HubSpot (www.hubspot.com) is the customer platform that helps businesses grow better with AI-powered engagement hubs, a Smart CRM, and a wide-ranging, connected ecosystem. HubSpot’s primary security focus is to safeguard our customers’ data. To this end, HubSpot has implemented a comprehensive security program, with teams dedicated to Corporate, Product, Infrastructure, and Physical Security that partner with Compliance, Legal, and Privacy to own the governance process. Our Chief Information Security Officer oversees the implementation of security safeguards across the HubSpot enterprise.
Documents
We do not externally share policy documentation.

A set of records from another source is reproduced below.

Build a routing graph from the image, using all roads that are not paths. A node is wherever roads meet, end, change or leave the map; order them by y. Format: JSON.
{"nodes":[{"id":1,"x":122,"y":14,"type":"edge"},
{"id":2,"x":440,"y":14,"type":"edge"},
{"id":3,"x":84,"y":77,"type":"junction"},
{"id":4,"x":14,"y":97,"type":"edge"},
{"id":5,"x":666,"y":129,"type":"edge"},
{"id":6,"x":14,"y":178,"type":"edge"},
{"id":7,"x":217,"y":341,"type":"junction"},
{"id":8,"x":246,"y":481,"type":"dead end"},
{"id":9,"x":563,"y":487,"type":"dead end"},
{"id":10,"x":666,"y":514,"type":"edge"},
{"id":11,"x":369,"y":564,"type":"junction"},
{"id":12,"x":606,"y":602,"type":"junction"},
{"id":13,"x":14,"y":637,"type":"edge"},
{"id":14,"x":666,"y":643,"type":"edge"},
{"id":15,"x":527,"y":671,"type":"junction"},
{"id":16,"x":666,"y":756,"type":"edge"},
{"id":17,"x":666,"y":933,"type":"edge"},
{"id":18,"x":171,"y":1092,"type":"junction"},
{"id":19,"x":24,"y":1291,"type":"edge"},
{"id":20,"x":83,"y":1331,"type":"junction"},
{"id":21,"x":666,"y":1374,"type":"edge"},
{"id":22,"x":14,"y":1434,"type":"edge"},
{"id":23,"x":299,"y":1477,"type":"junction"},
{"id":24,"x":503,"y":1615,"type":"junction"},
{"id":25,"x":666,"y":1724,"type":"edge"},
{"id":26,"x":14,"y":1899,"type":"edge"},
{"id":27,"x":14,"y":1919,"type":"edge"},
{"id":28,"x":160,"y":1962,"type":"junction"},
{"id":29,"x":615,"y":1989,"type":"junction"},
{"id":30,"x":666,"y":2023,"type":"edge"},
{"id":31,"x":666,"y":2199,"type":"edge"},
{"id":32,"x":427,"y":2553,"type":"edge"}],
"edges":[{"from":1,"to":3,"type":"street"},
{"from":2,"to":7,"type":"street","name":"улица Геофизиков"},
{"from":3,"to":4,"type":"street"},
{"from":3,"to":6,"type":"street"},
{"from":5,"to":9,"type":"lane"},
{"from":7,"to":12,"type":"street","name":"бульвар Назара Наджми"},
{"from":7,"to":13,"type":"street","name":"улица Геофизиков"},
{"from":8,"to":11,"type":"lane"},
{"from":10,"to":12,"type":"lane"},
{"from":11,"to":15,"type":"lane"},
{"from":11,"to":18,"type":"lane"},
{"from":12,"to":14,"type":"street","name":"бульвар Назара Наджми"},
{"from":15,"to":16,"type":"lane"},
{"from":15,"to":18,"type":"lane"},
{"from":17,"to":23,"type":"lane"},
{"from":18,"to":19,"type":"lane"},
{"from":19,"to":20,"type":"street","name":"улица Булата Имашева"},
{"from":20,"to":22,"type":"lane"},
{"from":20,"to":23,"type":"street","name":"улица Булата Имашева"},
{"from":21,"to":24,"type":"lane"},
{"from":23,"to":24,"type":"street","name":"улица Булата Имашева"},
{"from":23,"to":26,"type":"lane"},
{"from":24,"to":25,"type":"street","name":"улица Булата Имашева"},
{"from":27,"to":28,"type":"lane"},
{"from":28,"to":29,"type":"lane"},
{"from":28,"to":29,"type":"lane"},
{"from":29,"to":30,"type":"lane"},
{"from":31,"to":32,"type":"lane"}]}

Please reference our SOC 2 Type 2 report for more detail surrounding the policies and procedures that we have in place.
On October 30, 2024, at 6:45 pm ET, HubSpot was made aware of a vulnerability in Lottie Player, a widely-used JavaScript animation library which enables animations created in Adobe After Effects to integrate into web and mobile applications. Affected customers may have included Lottie Player on their HubSpot website independently, or may have used a Marketplace template which included Lottie Player.

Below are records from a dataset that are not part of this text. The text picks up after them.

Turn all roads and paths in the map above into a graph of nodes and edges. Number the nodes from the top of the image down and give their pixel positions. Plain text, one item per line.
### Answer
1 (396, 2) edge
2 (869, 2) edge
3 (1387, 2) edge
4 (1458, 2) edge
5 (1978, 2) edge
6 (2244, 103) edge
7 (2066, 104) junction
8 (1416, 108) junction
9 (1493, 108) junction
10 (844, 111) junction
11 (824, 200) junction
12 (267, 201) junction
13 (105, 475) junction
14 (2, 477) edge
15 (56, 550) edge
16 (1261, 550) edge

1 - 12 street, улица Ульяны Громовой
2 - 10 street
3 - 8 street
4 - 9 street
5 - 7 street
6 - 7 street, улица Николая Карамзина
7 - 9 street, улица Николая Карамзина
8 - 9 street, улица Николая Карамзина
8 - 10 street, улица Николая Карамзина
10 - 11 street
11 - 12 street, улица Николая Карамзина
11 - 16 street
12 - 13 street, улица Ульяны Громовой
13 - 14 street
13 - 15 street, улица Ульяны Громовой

Affected customers would have seen an unintended pop-up on their webpage(s) directing them to “Connect Wallet” or “Get a Wallet”.
The vulnerability has been identified and Lottie Player maintainers implemented a fix at 7:30 pm ET. For more context on the supply chain attack targeting Lottie Player, see LottieFiles’ official statement and timeline here.

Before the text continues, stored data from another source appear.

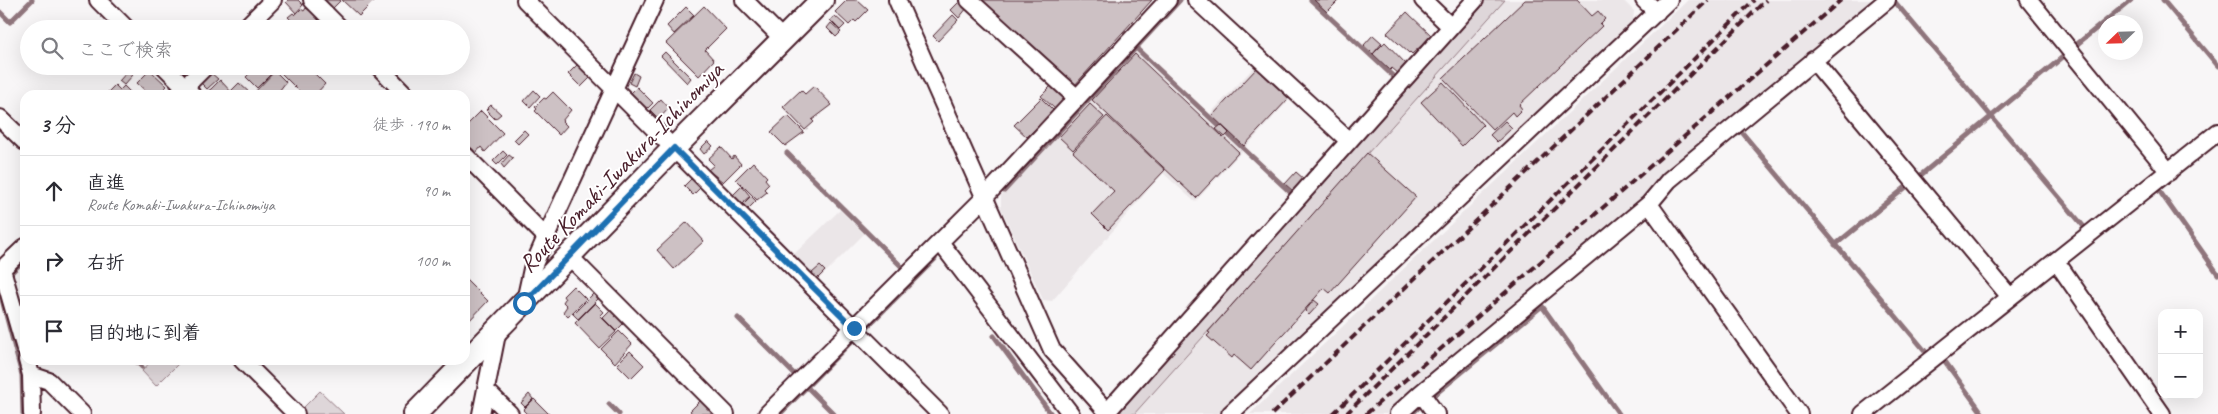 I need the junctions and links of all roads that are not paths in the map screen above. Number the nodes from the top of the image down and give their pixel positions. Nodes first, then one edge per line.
1 (98, 0) edge
2 (273, 0) edge
3 (312, 0) edge
4 (526, 0) edge
5 (654, 0) edge
6 (744, 0) edge
7 (822, 0) edge
8 (897, 0) edge
9 (969, 0) edge
10 (1168, 0) edge
11 (1196, 0) edge
12 (1422, 0) edge
13 (1476, 0) edge
14 (1644, 0) edge
15 (1669, 0) edge
16 (1887, 0) edge
17 (2029, 0) edge
18 (1657, 12) junction
19 (118, 20) edge
20 (253, 20) edge
21 (332, 20) edge
22 (1452, 27) junction
23 (783, 39) junction
24 (1813, 60) junction
25 (171, 75) edge
26 (199, 75) edge
27 (387, 75) edge
28 (614, 88) junction
29 (183, 90) edge
30 (187, 90) edge
31 (401, 90) edge
32 (1077, 98) junction
33 (0, 118) edge
34 (2218, 132) edge
35 (20, 137) edge
36 (1350, 141) junction
37 (674, 148) junction
38 (470, 160) edge
39 (2168, 172) junction
40 (985, 198) junction
41 (1649, 204) junction
42 (546, 237) junction
43 (940, 242) junction
44 (20, 252) edge
45 (570, 257) junction
46 (2056, 261) junction
47 (2010, 297) junction
48 (524, 303) junction
49 (854, 328) junction
50 (498, 329) junction
51 (20, 331) edge
52 (470, 353) edge
53 (247, 365) edge
54 (456, 365) edge
55 (29, 367) edge
56 (488, 391) junction
57 (1421, 392) junction
58 (1108, 413) edge
59 (32, 414) edge
60 (82, 414) edge
61 (296, 414) edge
62 (415, 414) edge
63 (481, 414) edge
64 (510, 414) edge
65 (726, 414) edge
66 (767, 414) edge
67 (940, 414) edge
68 (1071, 414) edge
69 (1230, 414) edge
70 (1398, 414) edge
71 (1436, 414) edge
72 (1800, 414) edge
73 (1863, 414) edge
74 (2162, 414) edge

1 - 19 street
2 - 20 street
3 - 21 street
4 - 28 street
5 - 28 street
6 - 23 street
7 - 23 main road, Route Komaki-Iwakura-Ichinomiya
8 - 40 street
9 - 32 street
10 - 32 street
11 - 36 street
12 - 22 street
13 - 22 street
14 - 18 street
15 - 18 street
16 - 24 street
17 - 39 street
18 - 69 street
22 - 36 street
23 - 37 main road, Route Komaki-Iwakura-Ichinomiya
24 - 41 street
24 - 47 street
25 - 29 street
26 - 30 street
27 - 31 street
28 - 37 street
28 - 42 street
32 - 40 street
33 - 35 street
34 - 39 street
36 - 58 street
37 - 45 main road, Route Komaki-Iwakura-Ichinomiya
37 - 49 street
38 - 42 street
39 - 46 street
40 - 43 street
40 - 58 street
41 - 57 street
41 - 72 street
42 - 48 street
43 - 49 street
43 - 68 street
44 - 51 street
45 - 48 main road, Route Komaki-Iwakura-Ichinomiya
45 - 65 street
46 - 47 street
46 - 74 street
47 - 73 street
48 - 50 main road, Route Komaki-Iwakura-Ichinomiya
49 - 66 street
49 - 67 street
50 - 52 main road, Route Komaki-Iwakura-Ichinomiya
50 - 56 street
53 - 61 street
54 - 62 main road, Route Komaki-Iwakura-Ichinomiya
55 - 59 street
55 - 60 street
56 - 63 street
56 - 64 street
57 - 70 street
57 - 71 street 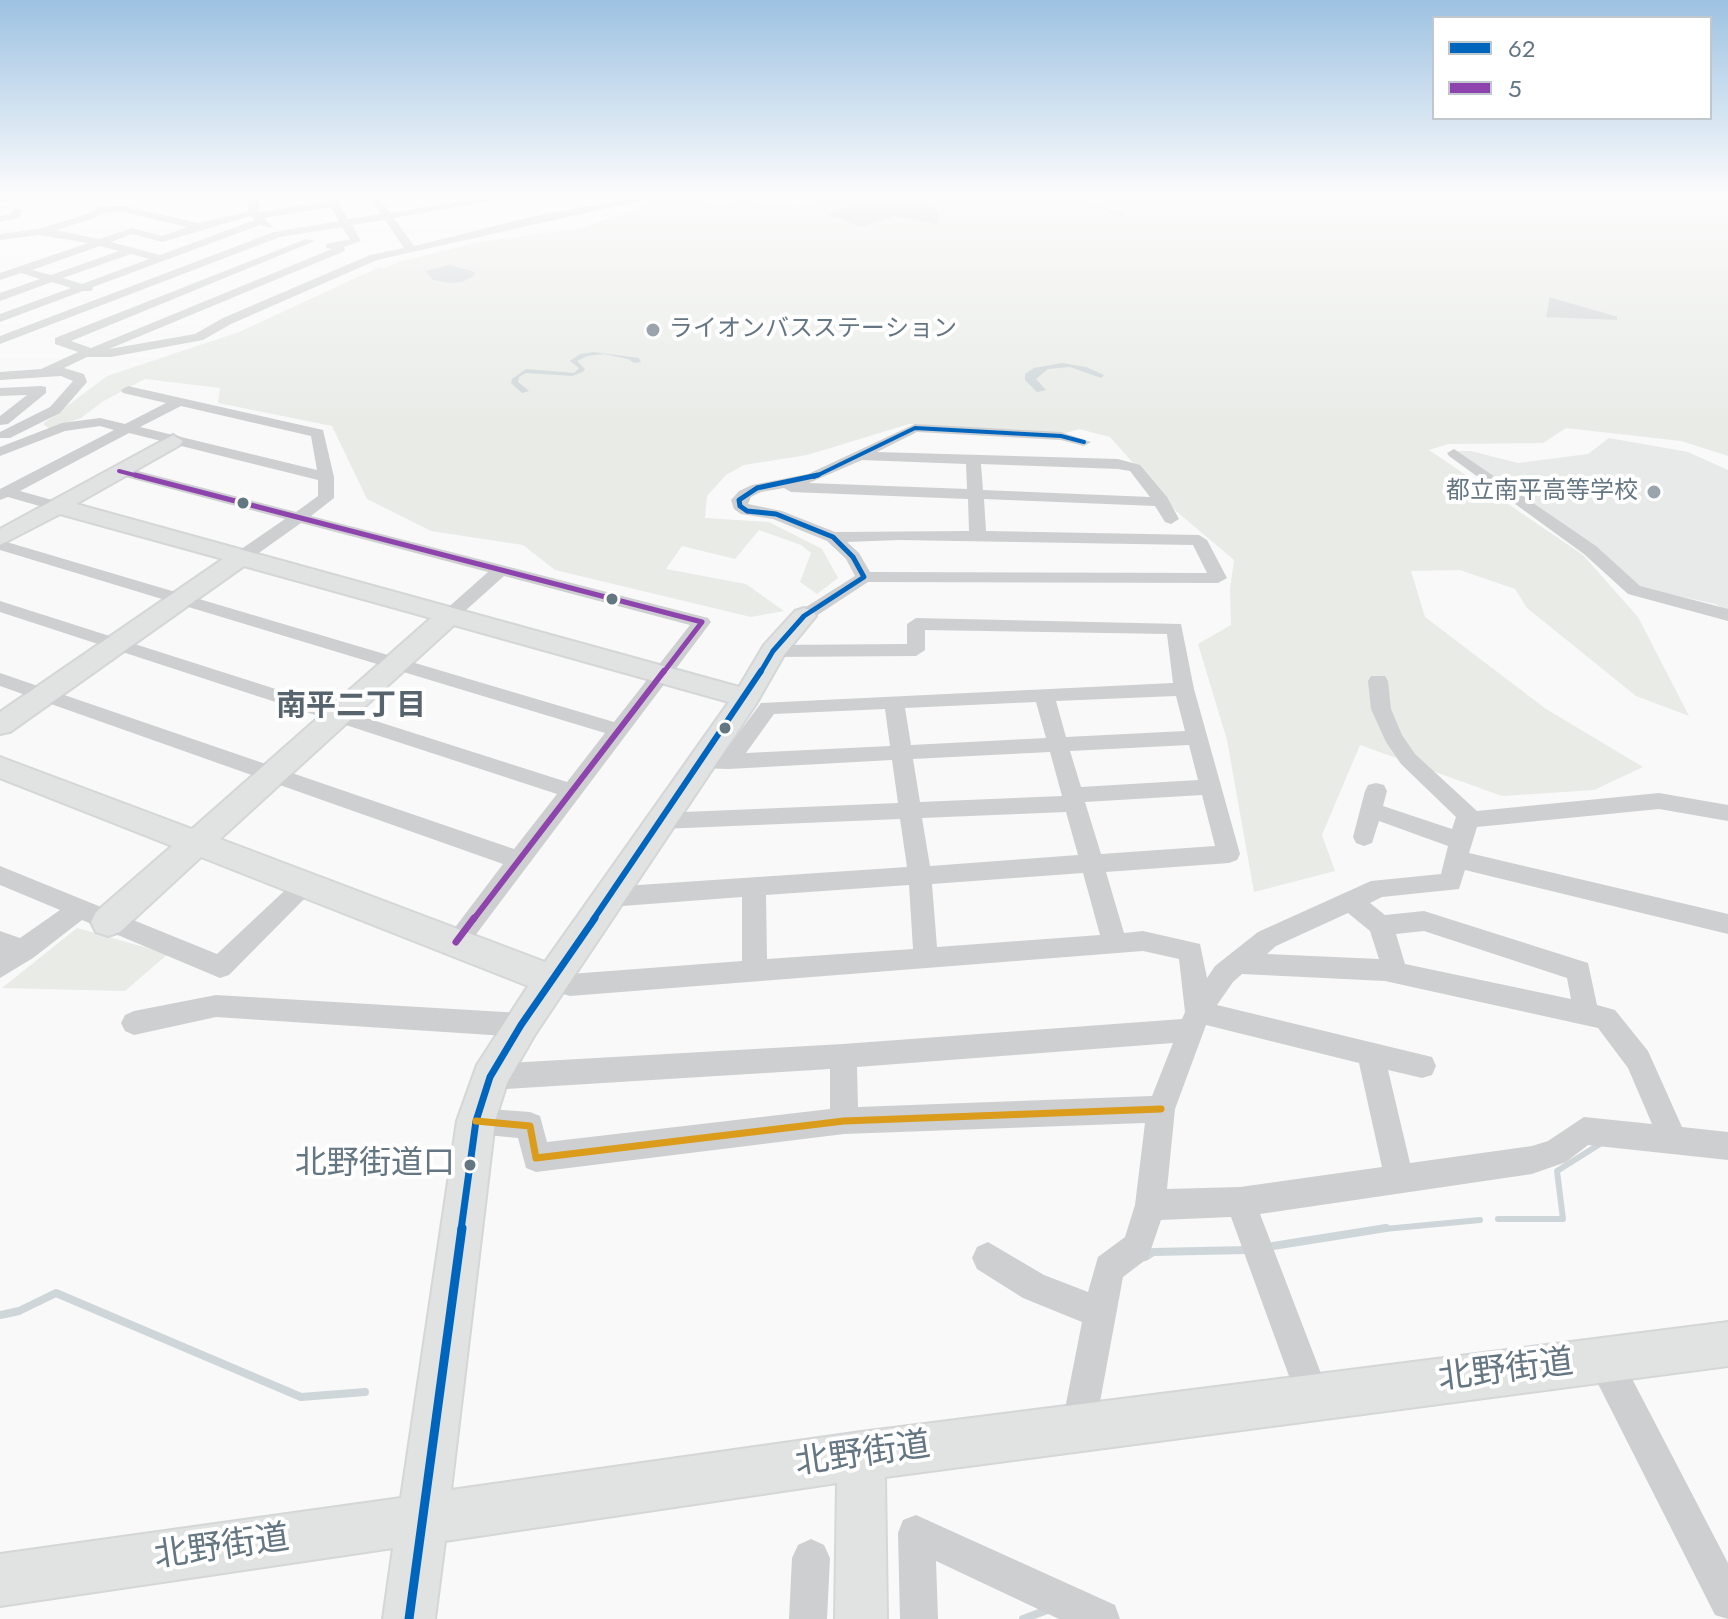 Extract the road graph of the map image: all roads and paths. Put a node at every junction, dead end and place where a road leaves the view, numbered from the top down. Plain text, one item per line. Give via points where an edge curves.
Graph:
1 (27, 272) edge
2 (69, 272) edge
3 (125, 272) edge
4 (181, 272) edge
5 (209, 272) edge
6 (236, 272) edge
7 (282, 272) edge
8 (345, 272) edge
9 (225, 276) junction
10 (51, 278) junction
11 (255, 284) junction
12 (84, 288) junction
13 (289, 293) junction
14 (116, 296) junction
15 (0, 297) edge
16 (149, 306) junction
17 (181, 315) junction
18 (0, 320) edge
19 (220, 325) junction
20 (26, 330) junction
21 (0, 340) edge
22 (59, 341) junction
23 (91, 352) junction
24 (0, 362) edge
25 (39, 373) junction
26 (0, 376) edge
27 (128, 390) dead end
28 (0, 392) edge
29 (178, 402) junction
30 (2, 421) edge
31 (28, 425) junction
32 (126, 428) junction
33 (0, 437) edge
34 (173, 441) junction
35 (1084, 442) dead end
36 (0, 452) edge
37 (1454, 453) dead end
38 (860, 456) junction
39 (973, 459) junction
40 (119, 471) junction
41 (326, 477) junction
42 (773, 485) junction
43 (3, 494) edge
44 (976, 497) junction
45 (1162, 502) junction
46 (57, 506) junction
47 (298, 517) junction
48 (1171, 519) dead end
49 (978, 536) junction
50 (833, 537) junction
51 (0, 538) edge
52 (0, 545) edge
53 (240, 558) junction
54 (500, 570) junction
55 (864, 577) junction
56 (181, 599) junction
57 (0, 606) edge
58 (1728, 615) edge
59 (449, 616) junction
60 (804, 616) joint
61 (115, 645) junction
62 (773, 651) junction
63 (395, 664) junction
64 (661, 675) junction
65 (0, 679) edge
66 (1378, 681) dead end
67 (1184, 689) junction
68 (44, 694) junction
69 (1044, 695) junction
70 (746, 698) junction
71 (894, 702) junction
72 (337, 716) junction
73 (0, 725) edge
74 (619, 730) junction
75 (1198, 737) junction
76 (1058, 746) junction
77 (902, 753) junction
78 (715, 762) junction
79 (0, 767) edge
80 (272, 774) junction
81 (1211, 787) junction
82 (572, 791) junction
83 (1073, 800) junction
84 (910, 810) junction
85 (1728, 813) edge
86 (1473, 820) junction
87 (661, 821) junction
88 (1364, 837) dead end
89 (196, 843) junction
90 (1458, 850) junction
91 (519, 860) junction
92 (1091, 864) junction
93 (0, 875) edge
94 (920, 876) junction
95 (306, 885) junction
96 (754, 888) junction
97 (609, 897) junction
98 (1351, 901) junction
99 (78, 910) junction
100 (108, 922) junction
101 (1728, 924) edge
102 (1381, 926) junction
103 (0, 941) edge
104 (456, 942) junction
105 (1115, 944) junction
106 (24, 951) junction
107 (926, 960) junction
108 (1237, 963) junction
109 (0, 967) edge
110 (755, 971) junction
111 (1395, 972) junction
112 (552, 980) junction
113 (1586, 1014) junction
114 (1194, 1021) junction
115 (134, 1023) dead end
116 (521, 1025) junction
117 (1370, 1052) junction
118 (843, 1056) junction
119 (1422, 1066) dead end
120 (490, 1077) junction
121 (1161, 1109) junction
122 (476, 1121) junction
123 (844, 1121) junction
124 (1673, 1139) junction
125 (1728, 1146) edge
126 (1399, 1179) junction
127 (1240, 1202) junction
128 (1150, 1205) junction
129 (988, 1258) dead end
130 (1100, 1313) junction
131 (1728, 1344) edge
132 (1604, 1360) junction
133 (1313, 1397) junction
134 (1078, 1429) junction
135 (861, 1456) junction
136 (424, 1519) junction
137 (811, 1558) dead end
138 (0, 1580) edge
139 (1728, 1602) edge
140 (409, 1619) edge
141 (808, 1619) edge
142 (861, 1619) edge
143 (919, 1619) edge
144 (1101, 1619) edge

1 - 10 street
2 - 10 street
3 - 12 street
4 - 14 street
5 - 9 street
6 - 9 street
7 - 11 street
8 - 13 street
9 - 11 street
9 - 16 street
10 - 12 street
10 - 15 street
11 - 13 street
11 - 17 street
12 - 14 street
12 - 18 street
13 - 19 street
14 - 16 street
14 - 20 street
16 - 17 street
16 - 22 street
17 - 19 street
17 - 23 street
18 - 20 street
19 - 23 street via 188,341
20 - 21 street
20 - 22 street
22 - 23 street
23 - 25 street
24 - 25 street
25 - 26 street
25 - 31 street via 70,373 80,382 55,410
27 - 29 street
28 - 30 street via 41,390
29 - 32 street
29 - 41 street via 318,433
30 - 31 street
31 - 33 street
32 - 34 street
32 - 36 street via 75,424
32 - 43 street
34 - 40 street
34 - 41 street
35 - 38 street via 1061,436 915,428
37 - 58 street via 1590,550 1634,590
38 - 39 street
38 - 42 street via 812,478
39 - 44 street
39 - 45 street via 1118,464 1135,468
40 - 46 street
40 - 47 street
41 - 47 street via 326,498
42 - 44 street
42 - 50 street via 745,494 740,506
43 - 46 street
44 - 45 street
44 - 49 street
45 - 48 street
46 - 51 street
46 - 53 street
47 - 53 street
47 - 54 street
49 - 50 street
49 - 55 street via 1199,540 1218,578
50 - 55 street
52 - 56 street
53 - 56 street
53 - 59 street
54 - 59 street
54 - 64 street via 702,622
55 - 60 street
56 - 61 street
56 - 63 street
57 - 61 street
59 - 63 street
59 - 64 street
60 - 62 street
61 - 68 street
61 - 72 street
62 - 67 street via 916,650 916,624 1175,628
62 - 70 street
63 - 72 street
63 - 74 street
64 - 70 street
64 - 74 street
65 - 68 street
66 - 86 street via 1381,709 1400,748
67 - 69 street
67 - 75 street
68 - 73 street
68 - 80 street
69 - 71 street
69 - 76 street
70 - 78 street
71 - 77 street
71 - 78 street via 768,708
72 - 80 street
72 - 82 street
74 - 82 street
75 - 76 street
75 - 81 street
76 - 77 street
76 - 83 street
77 - 78 street
77 - 84 street
78 - 87 street
79 - 89 street
80 - 89 street
80 - 91 street
81 - 83 street
81 - 92 street via 1229,854
82 - 91 street
83 - 84 street
83 - 92 street
84 - 87 street
84 - 94 street
85 - 86 street via 1659,801
86 - 90 street via 1465,820
87 - 97 street
88 - 90 street via 1373,801
89 - 95 street
89 - 100 street
90 - 98 street via 1451,882 1379,888
90 - 101 street
91 - 104 street
92 - 94 street
92 - 105 street
93 - 99 street
94 - 96 street
94 - 107 street
95 - 100 street via 220,967
95 - 104 street
96 - 97 street
96 - 110 street
97 - 112 street
98 - 102 street
98 - 108 street via 1267,939
99 - 100 street
99 - 106 street
102 - 111 street
102 - 113 street via 1424,921 1579,971
103 - 106 street
104 - 112 street
105 - 107 street
105 - 114 street via 1143,941 1191,951
106 - 109 street
107 - 110 street
108 - 111 street
108 - 114 street
110 - 112 street via 570,985
111 - 113 street
112 - 116 street
113 - 124 street via 1606,1018 1638,1060
114 - 117 street
114 - 118 street
114 - 121 street
115 - 116 street via 216,1006
116 - 120 street
117 - 119 street
117 - 126 street
118 - 120 street
118 - 123 street
120 - 122 street
121 - 123 street
121 - 128 street
122 - 123 street via 530,1126 536,1158
122 - 136 street
124 - 125 street
124 - 126 street via 1584,1131 1556,1152 1532,1160
126 - 127 street
127 - 128 street
127 - 133 street
128 - 130 street via 1137,1247 1109,1268
129 - 130 street via 1034,1287
130 - 134 street
131 - 132 street, 北野街道
132 - 133 street, 北野街道
132 - 139 street
133 - 134 street, 北野街道
134 - 135 street, 北野街道
135 - 136 street, 北野街道
135 - 142 street
136 - 138 street, 北野街道
136 - 140 street
137 - 141 street
143 - 144 street via 916,1533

No additional action is needed from customers.
If you are concerned about the security of Lottie Player, please ensure you are running the latest released version (2.0.8), or you can remove associated code from your HubSpot website. This may mean removing a template or working with template creators to find alternative modules. For specific guidance, we encourage you to review this information with your IT or Security team.
HubSpot is encouraging customers to stay alert of bad actors who may be impersonating HubSpot employees.
Through recent reports, we have found that bad actors are spoofing HubSpot support numbers and/or impersonating HubSpot employees in an attempt to gain access to HubSpot accounts.
Here’s how to spot a HubSpot impersonator:
-
Receiving an unprompted call from a HubSpot employee. HubSpot’s support team will not proactively reach out to you unless you have initiated a call back through your account. If you are unsure whether a call is from a legitimate HubSpot employee, hang up and contact us using one of our contact methods.
-
The caller instills a sense of fear or urgency. We will never use scare tactics to convince you to share account information. We will never ask you to share your HubSpot account credentials, including your password and two-factor authentication code(s).
Ensure your account is secure by:
- Regularly reviewing all users on your HubSpot account(s) to ensure no unrecognized users have been added, and remove users who no longer need access to reduce risk.
- Requiring two-factor authentication for all accounts and HubSpot users.
- Consider IP allowlisting, which allows you to limit logins to trusted IP addresses.
- Reviewing your account activity and reporting any suspicious activity with HubSpot Support.
- Visiting our security health tool to learn about more ways to improve your account security.
HubSpot is thrilled to announce a new product feature which allows customers to store Sensitive Data within HubSpot. We have published a new Sensitive Data FAQ and Sensitive Data Implementation Guide to the Trust Center to help empower your understanding and use of these new product features.
We have also updated a number of other Trust Center resources, including the Compliance FAQs, and the CAIQ and SIG pre-filled questionnaires.
HubSpot is aware of recent phishing email campaigns designed to look like HubSpot account notifications. The emails have used various subject lines such as “New Login Detected/Location” and “Action Required: Validate Your Account.” The emails appear to come from a HubSpot sender, imply a potential account compromise and may contain a malicious link to "Re-Login" or "Validate your account."
These emails are fraudulent and were not sent from HubSpot. Please do not click any link or provide any personal information, such as email addresses or passwords, to the sender or through the web pages linked within these emails.
All legitimate communications from HubSpot, including password reset, account validation, and renewal emails, are sent from the hubspot.com domain. Please review the “sent from:” email address if you receive suspicious or unusual emails.
Our investigation is ongoing and we will provide updates on this page as needed. If you receive this, or any other suspicious email impersonating HubSpot, please report it to Customer Support or your Customer Success Manager so we can investigate.
HubSpot is excited to announce the release of our AI Trust FAQs, now available for download in the Trust Center. This new resource addresses common questions surrounding the security, privacy, compliance, and governance of AI products offered by HubSpot.
In addition, the 2024 Application Pentest Attestation is now available for download. This report provides a summary of our latest third-party penetration test against the HubSpot web application.